Accepted for/Published in: JMIR Rehabilitation and Assistive Technologies
Date Submitted: Jan 26, 2025
Date Accepted: Aug 13, 2025
Recommendations for combining Brain-Computer Interface, Motor Imagery and Virtual Reality in Upper Limb Stroke Rehabilitation: A qualitative participatory design study
ABSTRACT
Background:
The high incidence and prevalence of upper limb impairment post-stroke highlights the need for advancements in rehabilitation. Brain-Computer Interfaces (BCIs) represent a promising technology by directly training the central nervous system. The integration of motor imagery (MI) and motor observation (MO) through virtual reality (VR) using BCIs provides valuable opportunities for rehabilitation.
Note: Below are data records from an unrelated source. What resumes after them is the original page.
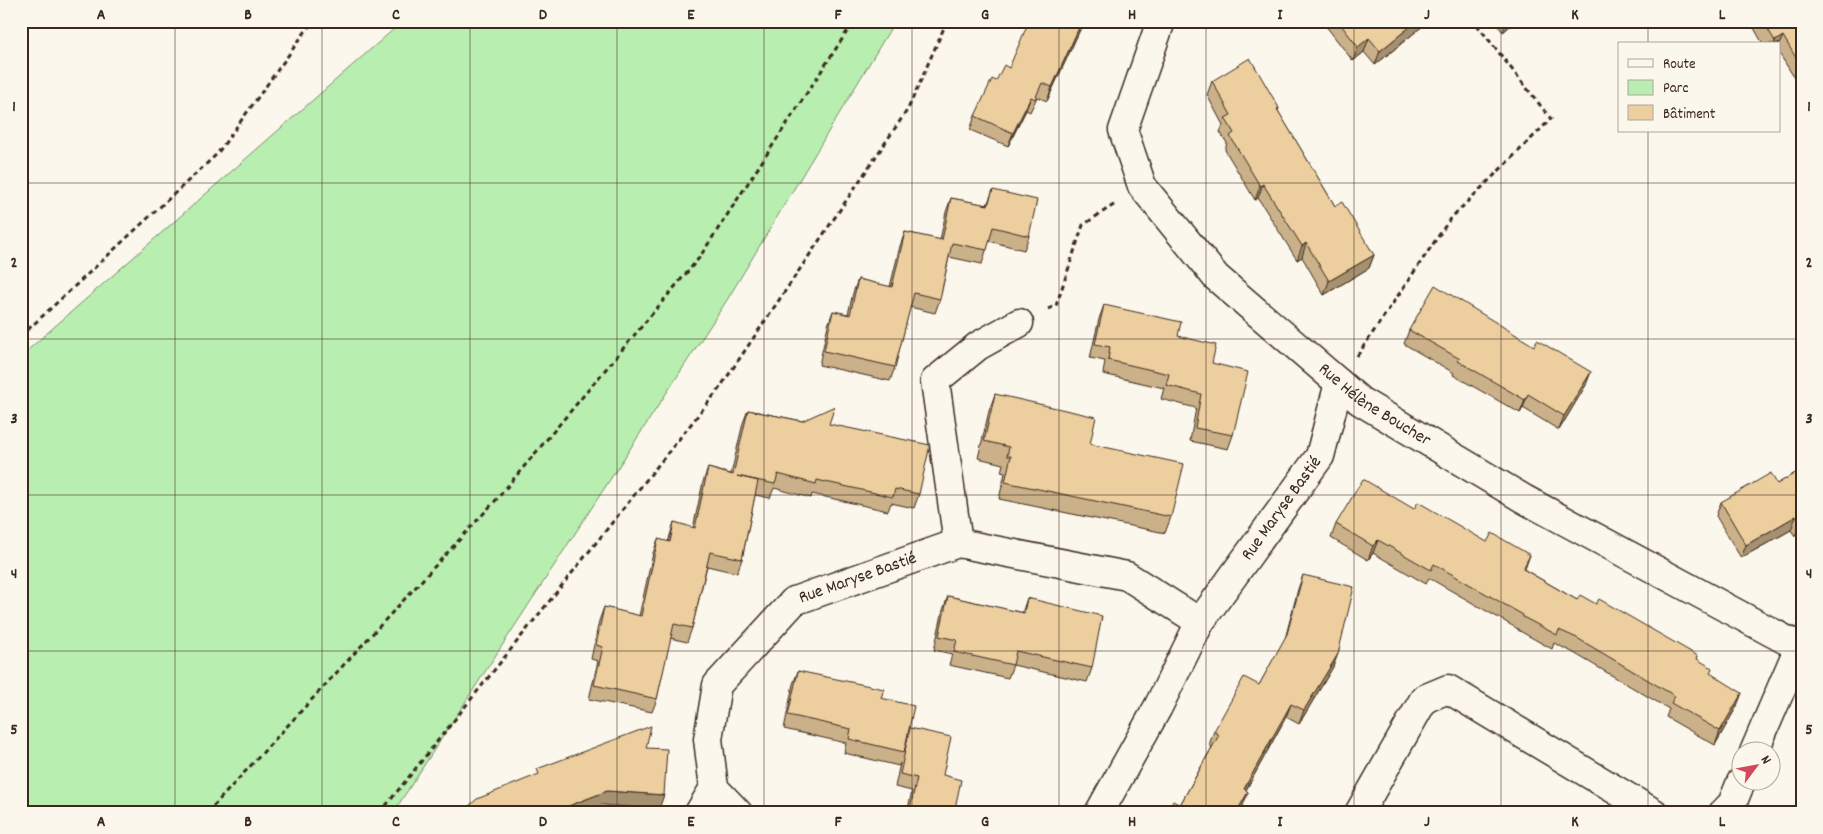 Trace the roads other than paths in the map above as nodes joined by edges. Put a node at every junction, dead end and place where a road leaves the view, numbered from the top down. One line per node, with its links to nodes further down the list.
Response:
1 (1161, 21): 3 (street, Rue Hélène Boucher)
2 (1019, 323): 4 (street)
3 (1339, 383): 5 (street, Rue Maryse Bastié); 6 (street, Rue Hélène Boucher)
4 (958, 543): 5 (street); 8 (street, Rue Maryse Bastié)
5 (1200, 622): 12 (street, Rue Maryse Bastié)
6 (1801, 645): 7 (street)
7 (1758, 742)
8 (714, 788): 10 (street); 11 (street)
9 (1737, 792): 15 (street)
10 (699, 813)
11 (738, 813)
12 (1099, 813)
13 (1359, 813): 14 (street)
14 (1654, 813)
15 (1723, 813)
However, the diversity in intervention designs demonstrates the lack of guiding recommendations integrating neurorehabilitation principles for BCI.
Objective:
This study aims to develop recommendations for BCI interventions using task specificity and ecological validity through simulated VR tasks for upper limb stroke survivors, by gathering tacit knowledge from neurorehabilitation experts, patients’ experiences, and engineers’ expertise to ensure a comprehensive approach.
Methods:
A multi-perspective qualitative study was conducted through collaborative design workshops involving stroke survivors (N=17), neurorehabilitation experts (N=13) and biomedical engineers (N=3), totaling 33 participants. This innovative approach aimed to actively engage stakeholders in developing multifaceted solutions for complex health interventions.
Results:
Six themes emerged from the thematic analysis: i) Importance of patient-centered approach; ii) Clinical evaluation and patient selection; iii) Recommendations for task design; iv) Guidelines for structuring BCI intervention; v) Key factors influencing motivation; and vi) Technology features. From these themes, the following recommendations (R) are established: R1 - VR-BCI interventions must be conducted through a Patient-Centered Approach, based on individualized preferences, needs and goals of the user, by an interdisciplinary team; R2 - Selection criteria must include upper limb impairment, cognitive and communication assessment and clinical traits like motor imagery capacity, neglect and depression must be assessed since it might influence intervention outcomes; R3 - Tasks to perform should preferably be based on daily living activities including unilateral and bilateral tasks and a variety of tasks must be available for selection to ensure meaningfulness for the user and suitability to clinical traits; R4 - Intervention must be structured by different progressing levels starting with simple, gross movements and adding complexity through additional movement features, cognitive demand or motor imagery difficulty; R5 - Optimal levels of motivation must be sustained through task variability, gamification elements and task demand adequacy; R6 - Multisensorial potential of VR-BCI must be effectively harnessed through the adequate adjustment of visual, haptic and proprioceptive feedback modalities to the patient.
Conclusions:
Current results contribute to establishing clear guidelines on patient selection, task design, intervention structuring, motivation factors and tailoring of sensory feedback. This framework presents a foundation for optimal implementation of VR-BCI based interventions that associate MI and MO, optimizing cortical activity during the intervention, patients’ engagement and clinical outcomes. Future research should explore the application of these guidelines for validation and investigate BCI’s efficacy according to different combinations of patients’ profiles, task characteristics and technology features.